** Opening ENTRIES SUPPLIED block **
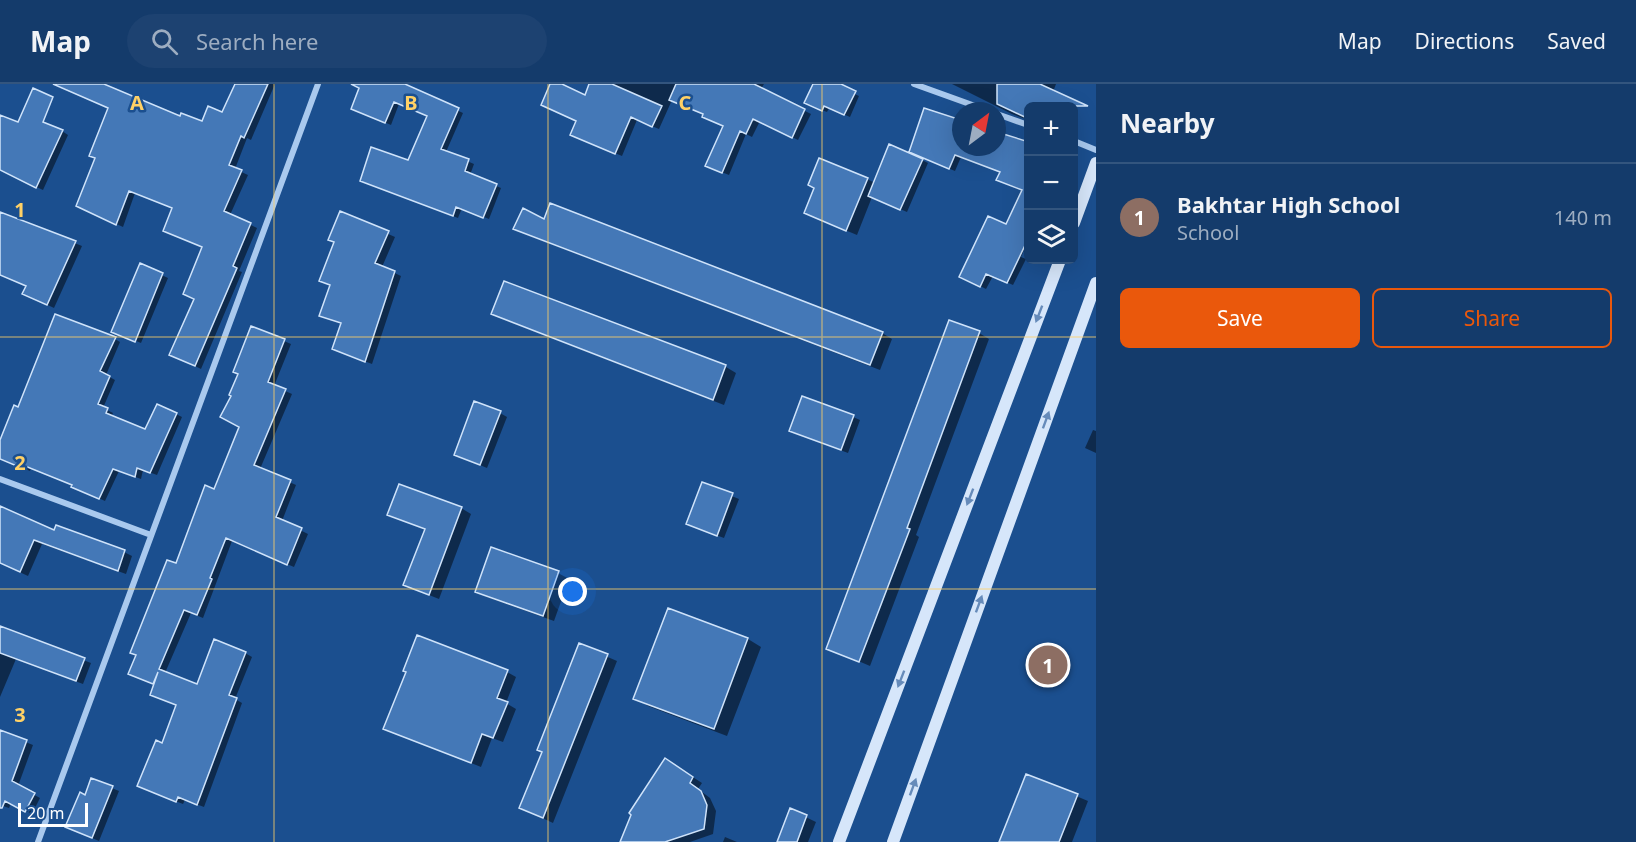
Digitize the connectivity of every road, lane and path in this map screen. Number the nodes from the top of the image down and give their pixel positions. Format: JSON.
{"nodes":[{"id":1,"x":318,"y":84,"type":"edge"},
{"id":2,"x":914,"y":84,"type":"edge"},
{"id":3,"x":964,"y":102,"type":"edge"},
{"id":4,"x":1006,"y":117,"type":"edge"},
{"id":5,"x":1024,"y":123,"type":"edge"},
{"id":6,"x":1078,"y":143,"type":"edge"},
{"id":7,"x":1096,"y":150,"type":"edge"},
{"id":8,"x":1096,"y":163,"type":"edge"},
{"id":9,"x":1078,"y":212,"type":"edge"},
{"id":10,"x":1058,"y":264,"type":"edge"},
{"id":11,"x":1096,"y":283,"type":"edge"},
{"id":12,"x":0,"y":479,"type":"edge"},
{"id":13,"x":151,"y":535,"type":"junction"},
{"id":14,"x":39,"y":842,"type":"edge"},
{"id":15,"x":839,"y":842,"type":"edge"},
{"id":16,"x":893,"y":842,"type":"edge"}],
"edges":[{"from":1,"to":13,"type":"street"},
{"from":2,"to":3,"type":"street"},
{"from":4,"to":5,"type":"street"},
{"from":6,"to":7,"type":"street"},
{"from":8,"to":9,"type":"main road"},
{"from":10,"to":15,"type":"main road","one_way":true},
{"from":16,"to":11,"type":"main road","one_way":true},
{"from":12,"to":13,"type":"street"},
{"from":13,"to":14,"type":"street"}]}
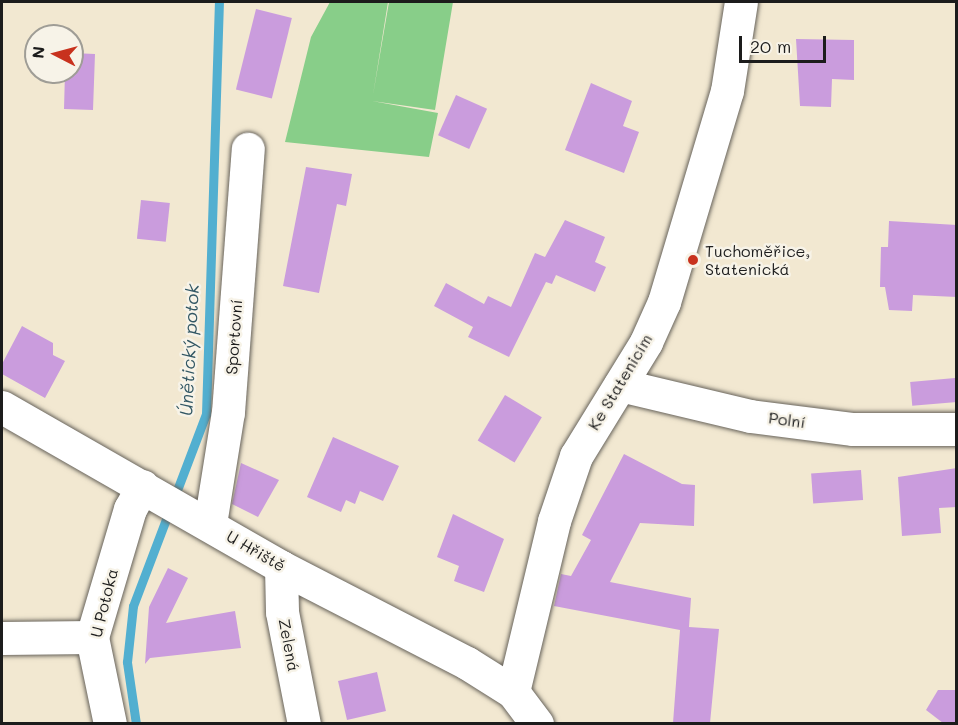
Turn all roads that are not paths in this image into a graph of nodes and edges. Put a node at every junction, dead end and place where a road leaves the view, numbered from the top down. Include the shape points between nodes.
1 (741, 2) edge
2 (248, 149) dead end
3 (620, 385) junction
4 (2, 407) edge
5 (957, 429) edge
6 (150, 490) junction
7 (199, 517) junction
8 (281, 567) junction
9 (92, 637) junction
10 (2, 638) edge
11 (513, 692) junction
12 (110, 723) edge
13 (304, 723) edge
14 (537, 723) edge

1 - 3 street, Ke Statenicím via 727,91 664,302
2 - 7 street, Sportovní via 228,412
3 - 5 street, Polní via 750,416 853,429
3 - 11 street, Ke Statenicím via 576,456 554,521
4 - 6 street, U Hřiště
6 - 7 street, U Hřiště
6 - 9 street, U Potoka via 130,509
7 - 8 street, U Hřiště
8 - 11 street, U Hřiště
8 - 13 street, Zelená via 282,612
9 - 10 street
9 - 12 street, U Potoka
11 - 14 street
** Closing ENTRIES SUPPLIED block **
**WHAT YOU SHOULD DO:** All lines from the one containing "Turn all roads" down to the final line above are to be restated word for word; leave out the rest.

**WRITTEN SOLUTION:**
Turn all roads that are not paths in this image into a graph of nodes and edges. Put a node at every junction, dead end and place where a road leaves the view, numbered from the top down. Include the shape points between nodes.
1 (741, 2) edge
2 (248, 149) dead end
3 (620, 385) junction
4 (2, 407) edge
5 (957, 429) edge
6 (150, 490) junction
7 (199, 517) junction
8 (281, 567) junction
9 (92, 637) junction
10 (2, 638) edge
11 (513, 692) junction
12 (110, 723) edge
13 (304, 723) edge
14 (537, 723) edge

1 - 3 street, Ke Statenicím via 727,91 664,302
2 - 7 street, Sportovní via 228,412
3 - 5 street, Polní via 750,416 853,429
3 - 11 street, Ke Statenicím via 576,456 554,521
4 - 6 street, U Hřiště
6 - 7 street, U Hřiště
6 - 9 street, U Potoka via 130,509
7 - 8 street, U Hřiště
8 - 11 street, U Hřiště
8 - 13 street, Zelená via 282,612
9 - 10 street
9 - 12 street, U Potoka
11 - 14 street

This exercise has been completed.